Difficile da credersi, ma è riuscita ad inventare i concorsi PNRR, giustificando, con l’acquisizione di un ulteriore debito che pagheranno i nostri figli, nuove crocette “ammazza precari”, fra l’altro relative a discipline ancora una volta diverse da quelle richieste nei precedenti concorsi, che nulla hanno a che vedere con quelle insegnate nelle scuole, tantomeno con l’esperienza quotidiana nelle classi, e che porteranno all’assunzione in ruolo, nuovamente, persone che mai sono state dietro una cattedra ma che, magari, avevano una discreta dimestichezza negli acquisti online, lungimiranza e soprattutto tempismo nell’“acquisire” i 24 CFU.

Allora, davanti all’unica prospettiva che ci viene offerta dai nostri rappresentanti politici, ma anche dai tanti sedicenti difensori dei diritti dei lavoratori, prospettiva che ci suggerisce praticamente un “armageddon” vero e proprio della Scuola, quali sarebbero le proposte concrete avanzate nel nostro progetto?

Queste le risposte:

  • SCUOLA: La Scuola è un bene del popolo e tale deve rimanere.

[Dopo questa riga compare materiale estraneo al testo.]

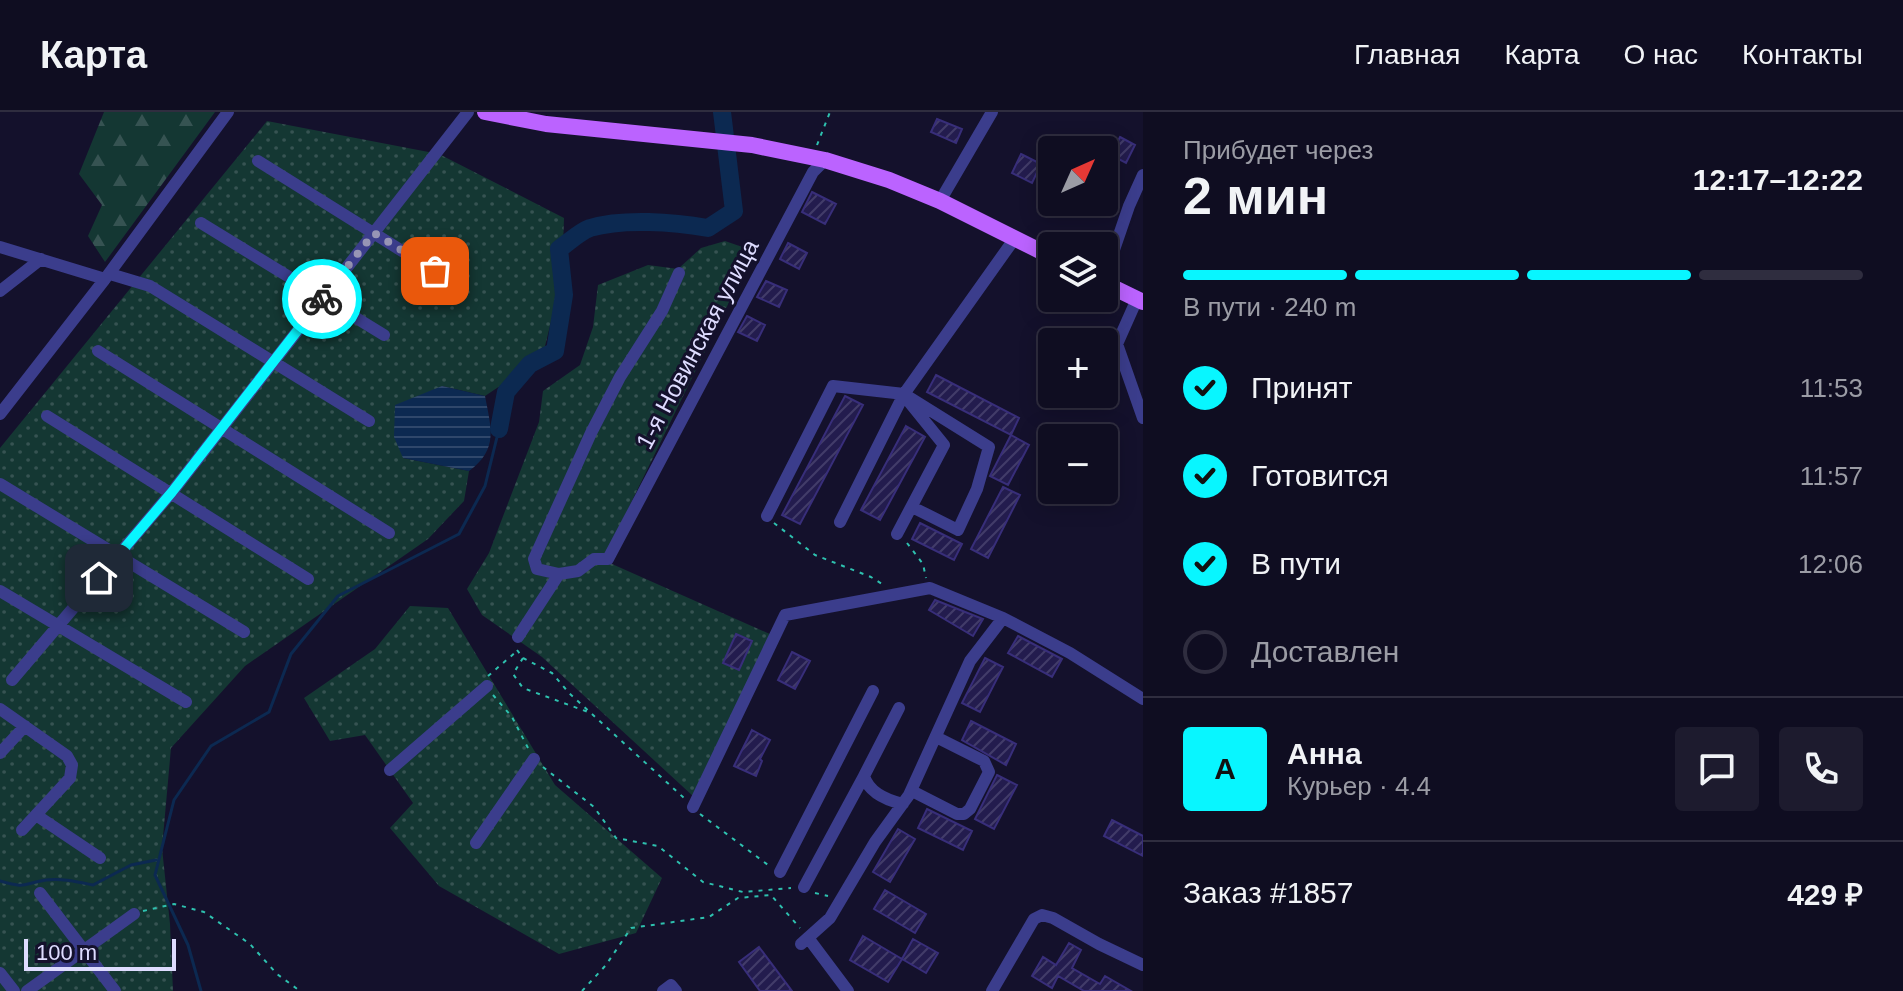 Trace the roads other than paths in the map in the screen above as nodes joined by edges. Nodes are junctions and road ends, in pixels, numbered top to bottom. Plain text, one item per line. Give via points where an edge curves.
1 (228, 112) edge
2 (468, 112) edge
3 (485, 112) edge
4 (992, 112) edge
5 (819, 159) junction
6 (258, 161) dead end
7 (1143, 175) edge
8 (940, 201) junction
9 (201, 223) dead end
10 (374, 233) junction
11 (1015, 238) junction
12 (1118, 238) edge
13 (0, 247) edge
14 (1038, 250) edge
15 (41, 259) junction
16 (679, 273) dead end
17 (108, 276) junction
18 (455, 284) dead end
19 (1118, 289) edge
20 (0, 291) edge
21 (323, 297) junction
22 (1140, 301) edge
23 (384, 335) dead end
24 (98, 351) dead end
25 (273, 362) junction
26 (904, 394) junction
27 (0, 414) edge
28 (47, 416) dead end
29 (1143, 418) edge
30 (369, 421) dead end
31 (221, 428) junction
32 (0, 484) edge
33 (172, 492) junction
34 (918, 510) dead end
35 (767, 516) road end
36 (840, 522) dead end
37 (389, 533) dead end
38 (897, 534) road end
39 (119, 554) junction
40 (559, 574) junction
41 (308, 579) dead end
42 (0, 591) edge
43 (1003, 618) junction
44 (58, 626) junction
45 (244, 632) dead end
46 (518, 637) dead end
47 (12, 680) dead end
48 (487, 686) road end
49 (873, 691) dead end
50 (1143, 699) edge
51 (186, 702) dead end
52 (899, 708) dead end
53 (0, 709) edge
54 (25, 726) junction
55 (936, 737) junction
56 (0, 753) edge
57 (534, 759) road end
58 (390, 770) dead end
59 (864, 776) junction
60 (912, 791) junction
61 (903, 804) junction
62 (693, 807) road end
63 (36, 815) junction
64 (22, 830) dead end
65 (476, 843) dead end
66 (100, 858) dead end
67 (780, 872) road end
68 (804, 887) road end
69 (40, 893) dead end
70 (134, 914) road end
71 (84, 950) junction
72 (1143, 965) edge
73 (0, 973) edge
74 (14, 991) edge
75 (27, 991) edge
76 (115, 991) edge
77 (663, 991) edge
78 (676, 991) edge
79 (848, 991) edge
80 (992, 991) edge

1 - 17 street
2 - 10 street
3 - 5 main road via 546,124 752,145
4 - 8 street
5 - 8 main road
5 - 40 street, 1-я Новинская улица via 608,559 594,559 578,571
6 - 10 street
7 - 12 street
8 - 11 main road
9 - 21 street
10 - 18 street
10 - 21 street
11 - 14 main road
11 - 26 street
13 - 15 street
15 - 17 street
15 - 20 street
16 - 40 street via 591,433 534,559 537,569
17 - 25 street via 150,286
17 - 27 street
19 - 22 main road
21 - 23 street
21 - 25 street
22 - 29 street via 1117,344
24 - 31 street
25 - 30 street
25 - 31 street
26 - 34 street via 989,447 958,530
26 - 35 street via 833,386
26 - 36 street
26 - 38 street via 944,445
28 - 33 street
31 - 33 street
31 - 37 street
32 - 39 street
33 - 39 street
33 - 41 street
39 - 44 street
39 - 45 street
40 - 46 street
42 - 44 street
43 - 50 street
43 - 55 street via 970,661
43 - 62 street via 927,589 785,615
44 - 47 street
44 - 51 street
48 - 58 street
49 - 67 street
52 - 59 street
53 - 54 street
54 - 56 street
54 - 63 street via 72,765 70,778
55 - 60 street
55 - 60 street via 984,761 989,772 964,814
57 - 65 street
59 - 61 street via 867,786
59 - 68 street
60 - 61 street
61 - 79 street via 830,918 805,941
63 - 64 street
63 - 66 street
69 - 71 street
70 - 71 street
71 - 75 street
71 - 76 street
72 - 80 street via 1042,915 1034,919
73 - 74 street
77 - 78 street via 671,985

NO a politiche che tendono a privatizzare la scuola o a cercare di lucrare sulla stessa, oppure che tentano di perseguire interessi di lobbies o puramente personali: la Scuola è di tutti!
  • LAVORO: Il lavoro è sacro: nobilita l’uomo, tutela e rafforza la sua dignità e costituisce il fondamento della nostra Nazione, tanto da essere al centro dell’art. 1 della Costituzione Italiana. Pertanto, rispetto assoluto per i lavoratori e per i loro diritti sacrosanti!
  • LIBERTÀ: La libertà è il principio cardine intorno al quale ruota la nostra democrazia, e NESSUNO potrà reprimere la libertà d’insegnamento, anteponendo logiche economiche a logiche educative e sociali, così come nessuno potrà manovrare o limitare la libertà di espressione e quella d’informazione; in questo il giornalismo assume un ruolo cruciale, in quanto gravato dalla mole di pesantissime responsabilità di natura morale e deontologica.

Il gruppo di docenti indipendenti “Scuola Lavoro e Libertà” farà quanto sarà necessario affinché i tre pilastri sociali appena elencati, non vengano minimamente scalfiti da logiche di profitto o di interesse economico e politico. Sarà pertanto contrastato, mediante l’utilizzo dei necessari strumenti di protesta democratica, qualunque tentativo di strumentalizzazione di problemi legati al mondo della Scuola con l’obbiettivo di raggiungere secondi fini, che nulla abbiano a che fare col solo vero scopo del sistema scolastico, quello dell’educazione e della formazione delle nuove generazioni. Allo stesso modo saranno manifestati, con tutti i mezzi leciti e disponibili, il dissenso e l’avversità nei confronti di qualunque provvedimento che tenda a minare il diritto al lavoro o il diritto alla libertà.

Confidiamo in una collaborazione concreta, da parte della politica e dei sindacati, finalizzata al raggiungimento di tutti i nostri obiettivi che coincidono, innegabilmente, con gli interessi di tutta la società.